Royal Mail also have other woes with boss Simon Thompson being recalled to Parliament for possibly misleading them in what was possibly the most evasive answers MPs have ever received.

We can now be confident that there won’t be further postal strikes before March, once the next ballot concludes and the results announced. The CWU are now focused on ensuring posties remain steadfast and return yet another massive Yes vote for further strikes.

5 Responses

  1. The Royal Mail admits they have lost more money than it would have cost to pay the settlement!!

    As a shareholder (with only a few), i do not see this as good management. Had they met the demands half way i’m sure it would have fostered a better relationship, whereas now – no one benefits, not the public, the workers, the shareholders or the management. The management should never let things get so bad, ok unions can be dogmatic, but the management must take the fall for this mess to my mind.

    1. Dave, you could equally say that if the posties had accepted the offer on the table they would also have been better off than striking and losing so many days pay.
      Thompson is pretty dire, but Lynch, the head of the CWU, fancies himself as a modern day Scargill type character, and we all know that didn’t end well!

  2. Not sure I agree with that Dave. If management give into the unions then it sets a poor precedent that all the unions need to do is be disruptive to get what they want. Postal works are overpaid and refuse to modernize. Their attitude needs to be broken, else Royal Mail will continue to operate like it’s 1990. I’d rather see Royal Mail crush the union than give in. The company and it’s customers will be better off in the long run.

  3. So Thomson is “bad” for misleading parliament while collecting his salary of £415,000 (and he got a £400,000 bonus last year) but Mick Lynch who fights for better pay and conditions for ordinary people is “a modern day Scargill type character, and we all know that didn’t end well!” Why did it not end well? Do you mean the thuggery that was shown by enforcement officers towards ordinary people looking for better pay and conditions? It may not “end well” again because of the draconian laws being used (and made up to suit the government narrative) to stop peoples right to strike, being jailed for “looking like you MIGHT cause trouble”!
    Wanting see an organisation crushed rather than being able to sit down and make a compromise is no doubt part of that government narrative too.
    Don’t get me wrong, Postal workers DO need to change with the times, hence the compromise, but to wish ill on people just wanting to make a better living is not the way forward. Postal workers, rail staff, nurses – probably you! – could no doubt all do with a better living wage.
    Why not turn your ire towards a government that clearly wants to divide ordinary people and distract you while they hand out multi-million pound contracts to their friends and relations – and give themselves pay rises! They are about to give themselves £2,200 and yet the minimum wage goes up by 92p.
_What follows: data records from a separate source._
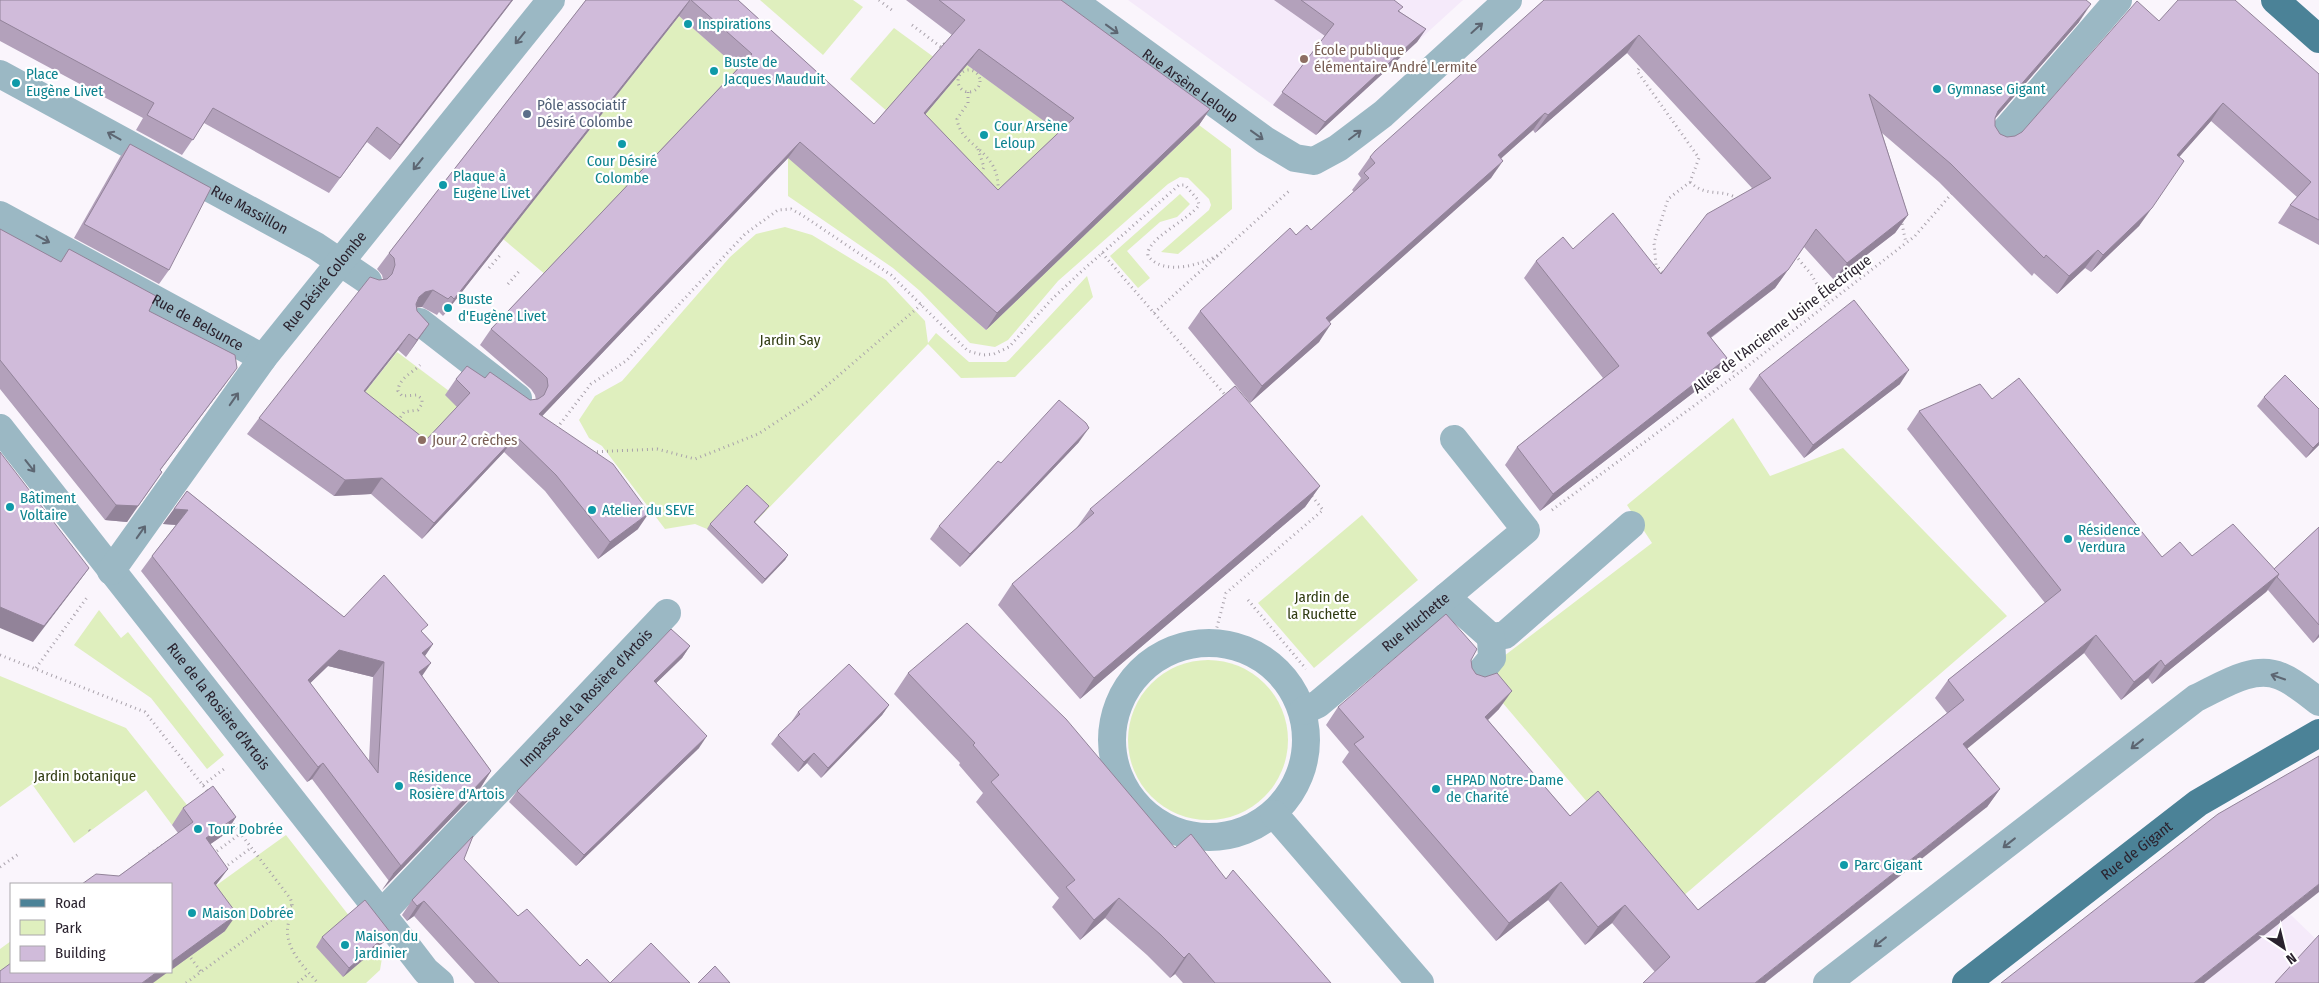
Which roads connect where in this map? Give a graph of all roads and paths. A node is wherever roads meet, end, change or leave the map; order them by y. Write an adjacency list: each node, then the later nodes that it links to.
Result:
1 (551, 0): 33 (street, Rue Désiré Colombe, one-way to 33)
2 (879, 0): 7 (path)
3 (1072, 0): 4 (street, Rue Arsène Leloup, one-way to 4)
4 (1508, 0)
5 (2118, 0): 16 (street)
6 (2275, 0): 9 (main road)
7 (893, 11)
8 (912, 25): 10 (path)
9 (2319, 39)
10 (946, 46)
11 (965, 64): 13 (path)
12 (1643, 64): 19 (path)
13 (966, 70): 15 (path); 15 (path)
14 (0, 74): 33 (street, Rue Massillon, one-way to 14)
15 (968, 92): 17 (path)
16 (1998, 139)
17 (975, 144): 18 (path); 22 (path)
18 (977, 180)
19 (1690, 182): 23 (path); 38 (path)
20 (1296, 185): 31 (path)
21 (1957, 187): 26 (path, Allée de l'Ancienne Usine Électrique)
22 (997, 197)
23 (1741, 201)
24 (1900, 213): 26 (path)
25 (0, 216): 46 (street, Rue de Belsunce, one-way to 46)
26 (1906, 243): 42 (path, Allée de l'Ancienne Usine Électrique)
27 (495, 248): 29 (path)
28 (1793, 252): 42 (path)
29 (502, 253): 32 (path); 35 (path)
30 (1102, 253): 31 (path); 41 (path); 43 (path)
31 (1219, 255): 43 (path)
32 (508, 258)
33 (340, 261): 39 (street, Rue Massillon); 46 (street, Rue Désiré Colombe)
34 (514, 264): 36 (path)
35 (489, 268)
36 (520, 269): 37 (path); 40 (path)
37 (527, 274)
38 (1666, 277)
39 (368, 282)
40 (508, 284)
41 (922, 304): 53 (path); 55 (path)
42 (1828, 304): 48 (path, Allée de l'Ancienne Usine Électrique)
43 (1154, 313): 49 (path)
44 (420, 322): 50 (street)
45 (1721, 356): 48 (path)
46 (263, 358): 59 (street, Rue Désiré Colombe, one-way to 46)
47 (418, 367): 51 (path)
48 (1736, 376): 58 (path, Allée de l'Ancienne Usine Électrique)
49 (1228, 398)
50 (522, 401)
51 (404, 427)
52 (0, 428): 59 (street, Rue de la Rosière d'Artois, one-way to 59)
53 (557, 428)
54 (1454, 440): 58 (street)
55 (589, 452)
56 (1305, 488): 65 (path)
57 (1631, 525): 64 (street)
58 (1526, 530): 61 (street, Rue Huchette)
59 (112, 572): 87 (street, Rue de la Rosière d'Artois)
60 (88, 595): 67 (path)
61 (1446, 597): 64 (street); 71 (street, Rue Huchette)
62 (1248, 600): 68 (path)
63 (667, 613): 87 (street, Impasse de la Rosière d'Artois)
64 (1491, 637): 69 (street)
65 (1213, 642): 71 (street); 76 (street)
66 (0, 655): 67 (path)
67 (36, 668): 74 (path)
68 (1308, 670)
69 (1474, 680)
70 (2319, 702): 96 (street, one-way to 96)
71 (1303, 711): 76 (street)
72 (2319, 733): 97 (main road, Rue de Gigant)
73 (229, 771): 74 (path)
74 (203, 785): 75 (path)
75 (210, 795)
76 (1274, 814): 95 (street)
77 (228, 818): 78 (path)
78 (240, 834): 80 (path); 83 (path)
79 (177, 842): 82 (path)
80 (251, 848): 85 (path); 86 (path)
81 (20, 853): 84 (path)
82 (146, 856)
83 (207, 858)
84 (0, 867)
85 (220, 870)
86 (293, 905): 89 (path); 90 (path)
87 (382, 914): 91 (street, Rue de la Rosière d'Artois)
88 (183, 947): 89 (path)
89 (202, 972): 92 (path)
90 (309, 973): 93 (path); 94 (path)
91 (426, 979)
92 (186, 983)
93 (298, 983)
94 (318, 983)
95 (1420, 983)
96 (1827, 983)
97 (1966, 983)

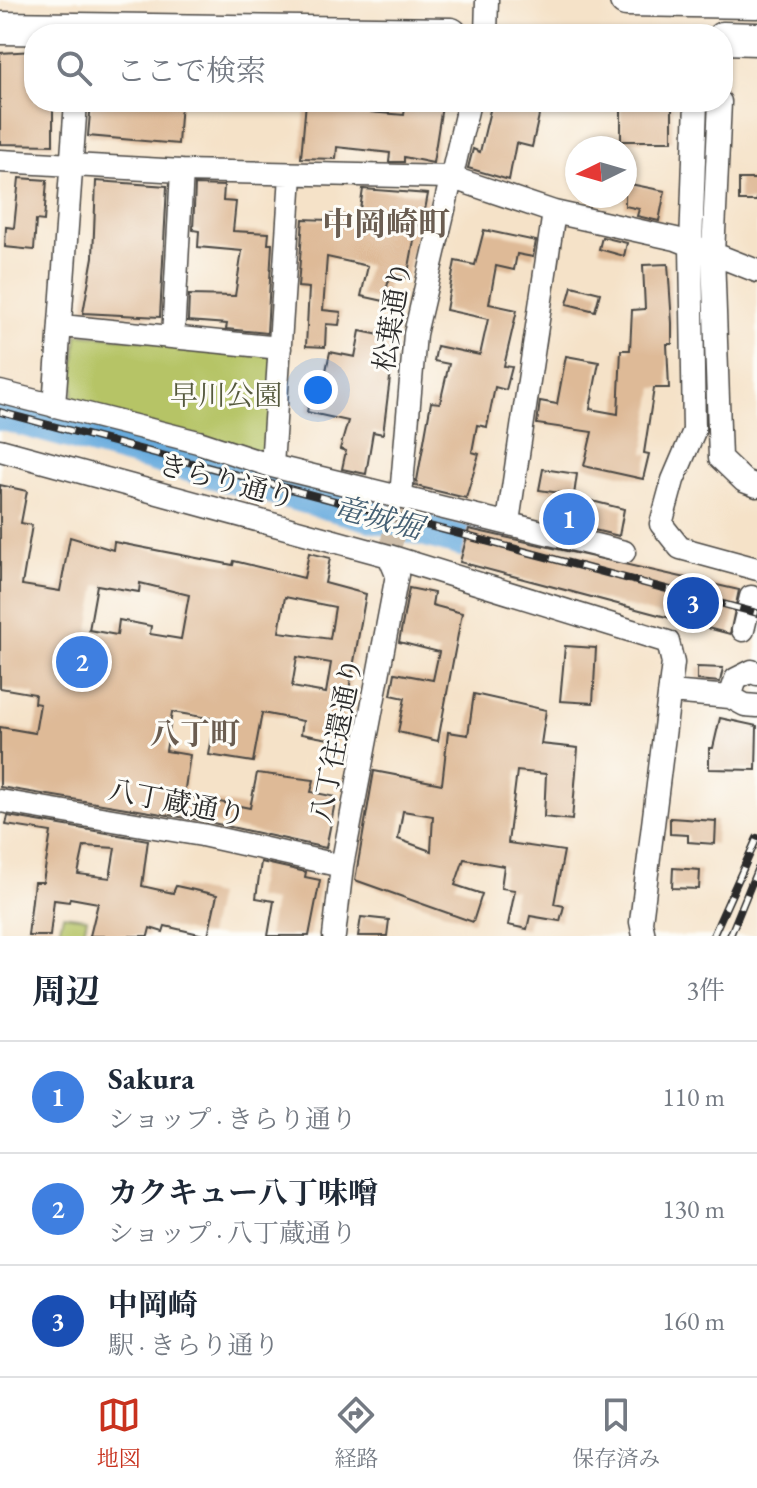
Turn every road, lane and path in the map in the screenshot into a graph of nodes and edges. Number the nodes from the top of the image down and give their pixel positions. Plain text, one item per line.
1 (487, 0) edge
2 (626, 0) edge
3 (736, 1) edge
4 (486, 24) edge
5 (720, 24) edge
6 (0, 28) edge
7 (24, 29) edge
8 (733, 38) edge
9 (757, 39) edge
10 (75, 112) edge
11 (466, 112) edge
12 (696, 112) edge
13 (720, 112) edge
14 (0, 161) edge
15 (72, 163) junction
16 (182, 171) junction
17 (291, 175) junction
18 (450, 177) junction
19 (554, 212) junction
20 (691, 246) junction
21 (713, 254) junction
22 (757, 271) edge
23 (62, 326) junction
24 (173, 337) junction
25 (280, 348) junction
26 (0, 392) edge
27 (54, 406) junction
28 (0, 450) edge
29 (272, 466) junction
30 (757, 486) edge
31 (401, 496) junction
32 (508, 522) junction
33 (624, 552) dead end
34 (389, 556) junction
35 (757, 569) edge
36 (751, 597) dead end
37 (743, 630) dead end
38 (757, 674) edge
39 (670, 692) junction
40 (730, 697) junction
41 (757, 706) edge
42 (2, 808) edge
43 (342, 866) junction
44 (334, 936) edge
45 (644, 936) edge

1 - 4 street
2 - 3 highway
3 - 5 street
6 - 7 highway
8 - 9 highway
10 - 15 street
11 - 18 street, 松葉通り
12 - 20 street
13 - 21 street
14 - 15 street
15 - 16 street
15 - 23 street
16 - 17 street
16 - 24 street
17 - 18 street
17 - 25 street
18 - 19 street
18 - 31 street, 松葉通り
19 - 20 street
19 - 32 street
20 - 21 street
20 - 35 street
21 - 22 street
21 - 30 street
23 - 24 street
23 - 27 street
24 - 25 street
25 - 29 street
26 - 27 street
27 - 29 street
28 - 34 street, きらり通り
29 - 31 street
31 - 32 street
32 - 33 street
34 - 39 street, きらり通り
34 - 43 street, 八丁往還通り
36 - 37 street
38 - 40 street
39 - 40 street
39 - 45 street
40 - 41 street
42 - 43 street, 八丁蔵通り
43 - 44 street, 八丁往還通り

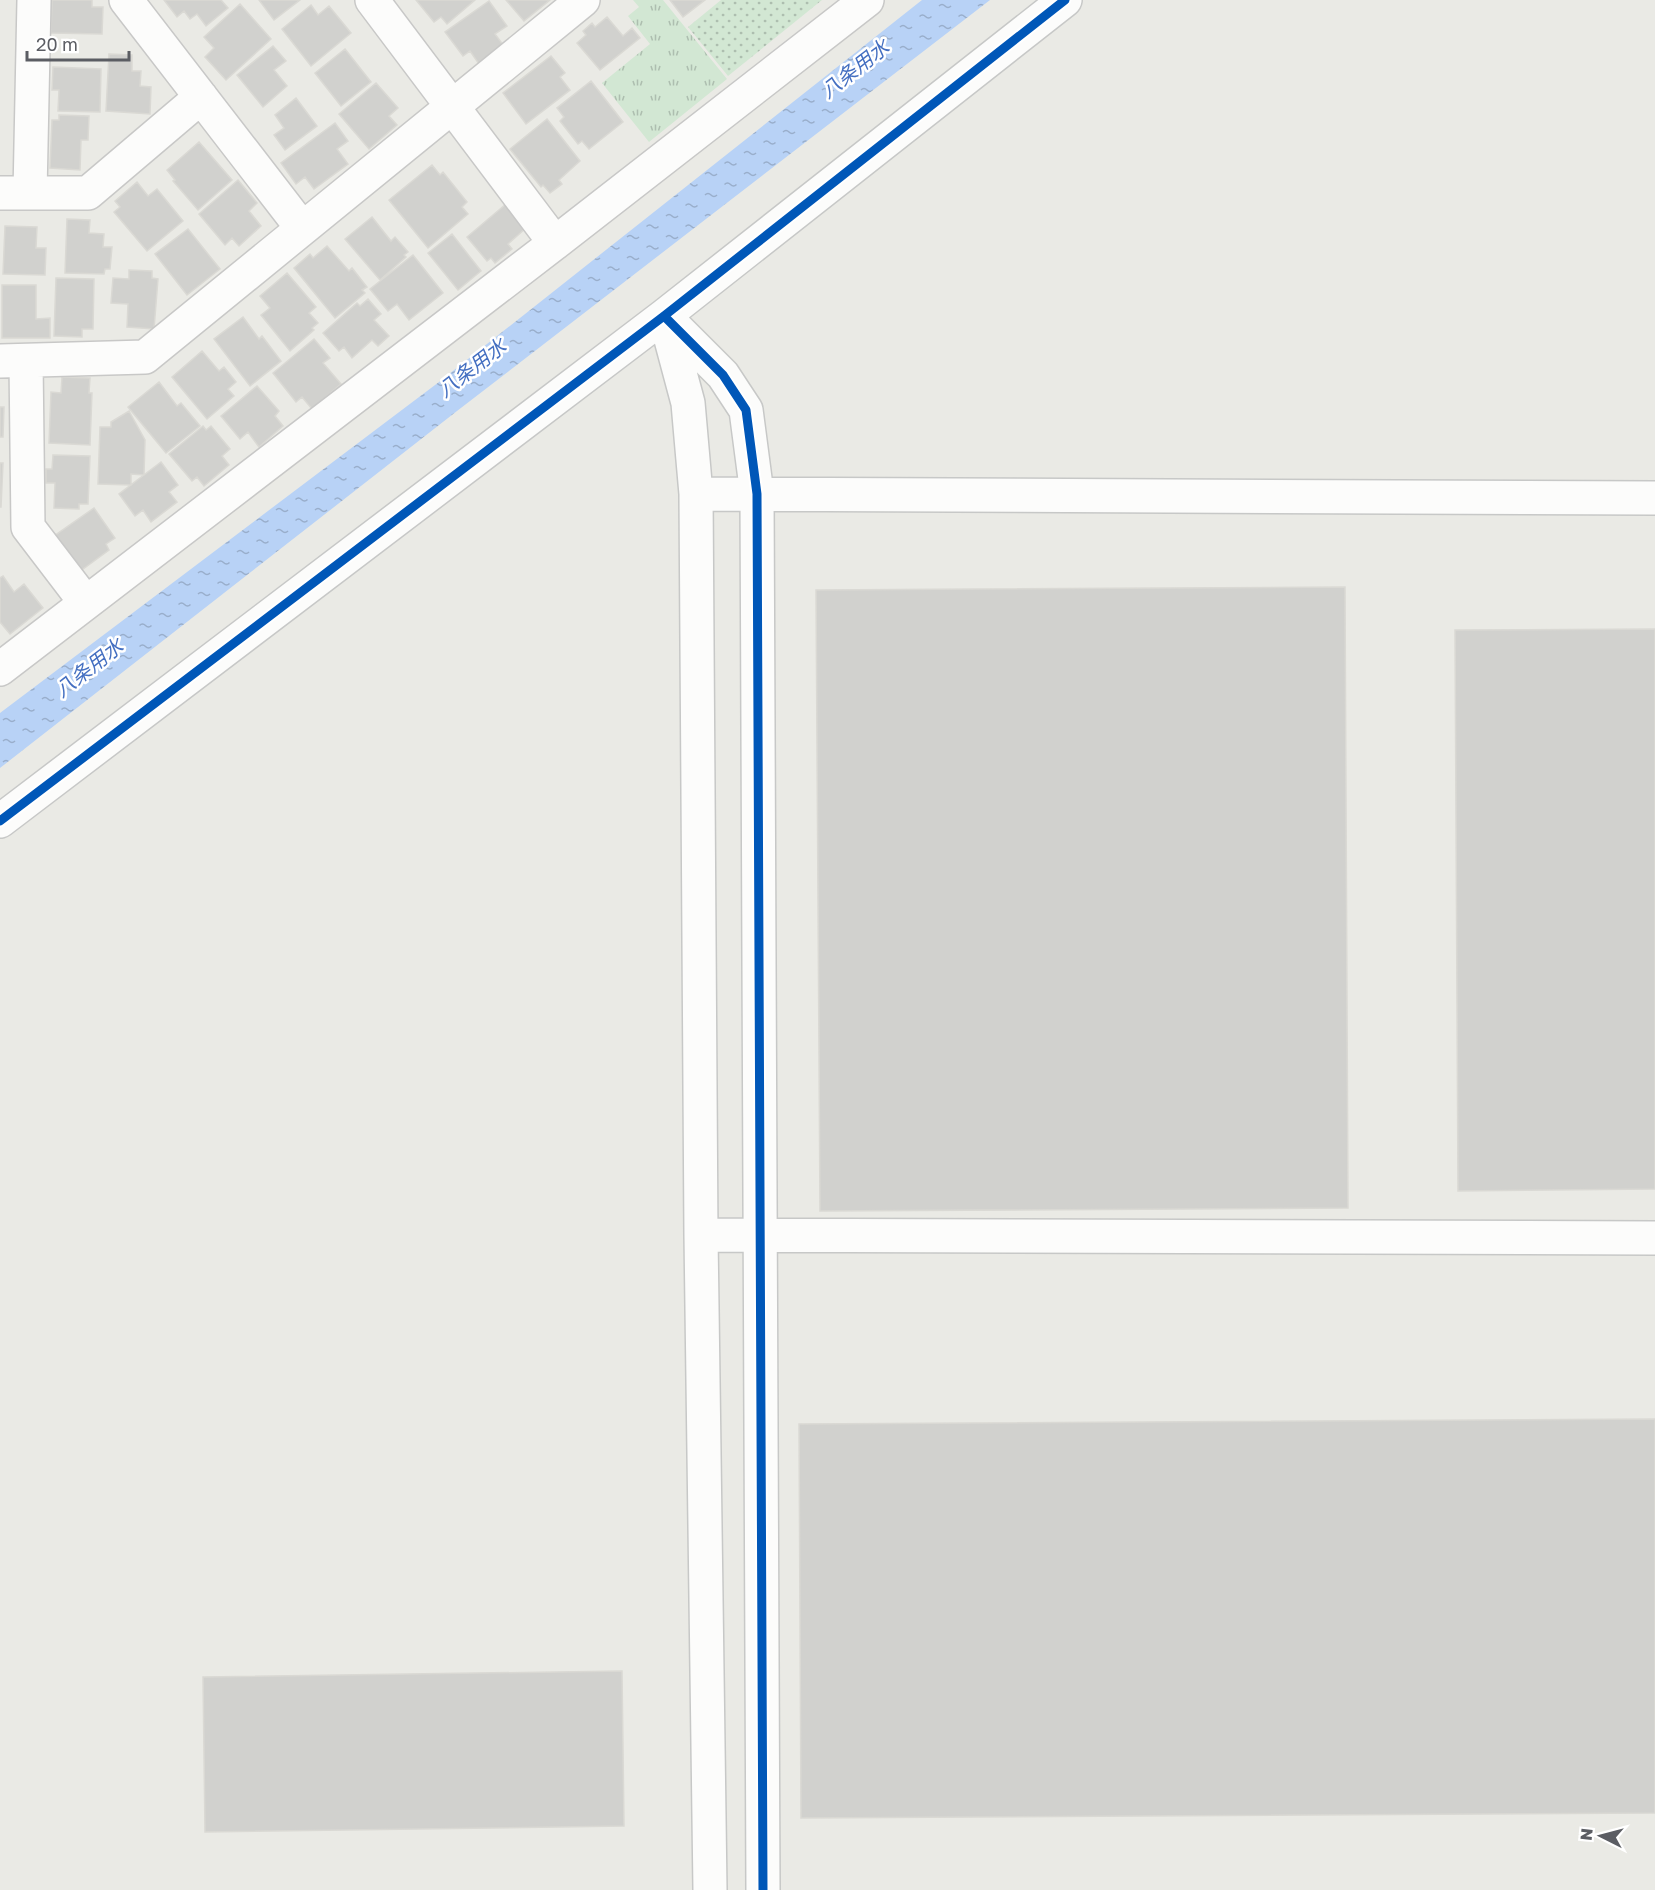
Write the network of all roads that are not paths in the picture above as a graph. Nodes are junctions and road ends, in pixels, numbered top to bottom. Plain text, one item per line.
1 (34, 0) edge
2 (126, 0) edge
3 (372, 0) edge
4 (583, 0) edge
5 (867, 0) edge
6 (1065, 0) edge
7 (201, 97) junction
8 (452, 106) junction
9 (15, 193) edge
10 (302, 228) junction
11 (555, 243) junction
12 (664, 316) junction
13 (13, 361) edge
14 (696, 494) junction
15 (757, 494) junction
16 (1655, 498) edge
17 (86, 603) junction
18 (0, 669) edge
19 (0, 821) edge
20 (701, 1235) junction
21 (759, 1236) junction
22 (1655, 1238) edge
23 (710, 1890) edge
24 (763, 1890) edge

1 - 9 street
2 - 7 street
3 - 8 street
4 - 8 street
5 - 11 street
6 - 12 street
7 - 9 street
7 - 10 street
8 - 10 street
8 - 11 street
10 - 13 street
11 - 17 street
12 - 14 street
12 - 15 street
12 - 19 street
13 - 17 street
14 - 15 street
14 - 20 street
15 - 16 street
15 - 21 street
17 - 18 street
20 - 21 street
20 - 23 street
21 - 22 street
21 - 24 street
If you work 40hrs per week for 52 weeks at 92p you get £1913.60 (£286.40 less).
    The basic annual salary of a Member Of Parliament (MP) in the House of Commons is £84,144, as of April 2022, yet they get a bigger pay rise – and don’t forget those expenses!

  4. @Stuart there is nothing wrong with Thomson earning that sort of salary. The best talent gets paid a lot of money. If you combined the skillset and brainpower of 1000 postie’s together they couldn’t do the job of one CEO of a large MNC. This is simple supply and demand.

    If my employees refuses to adopt modern day practices (better tech, more automation etc ) I’d fire them. Instead they work hard, accept changes, the company does better we reward them well. If they’re unhappy they leave. We don’t own our workers, it’s a basic contract. They work, we pay. If they’re not happy they can leave, if we’re not happy they are let go.

    Public sector workers like to try elicit sympathy. A nurse or teacher isn’t more valuable to society than any other person who is subject to market forces. Ironically they’re often filled with lazier workers on average due to the inability to sack the underperformers.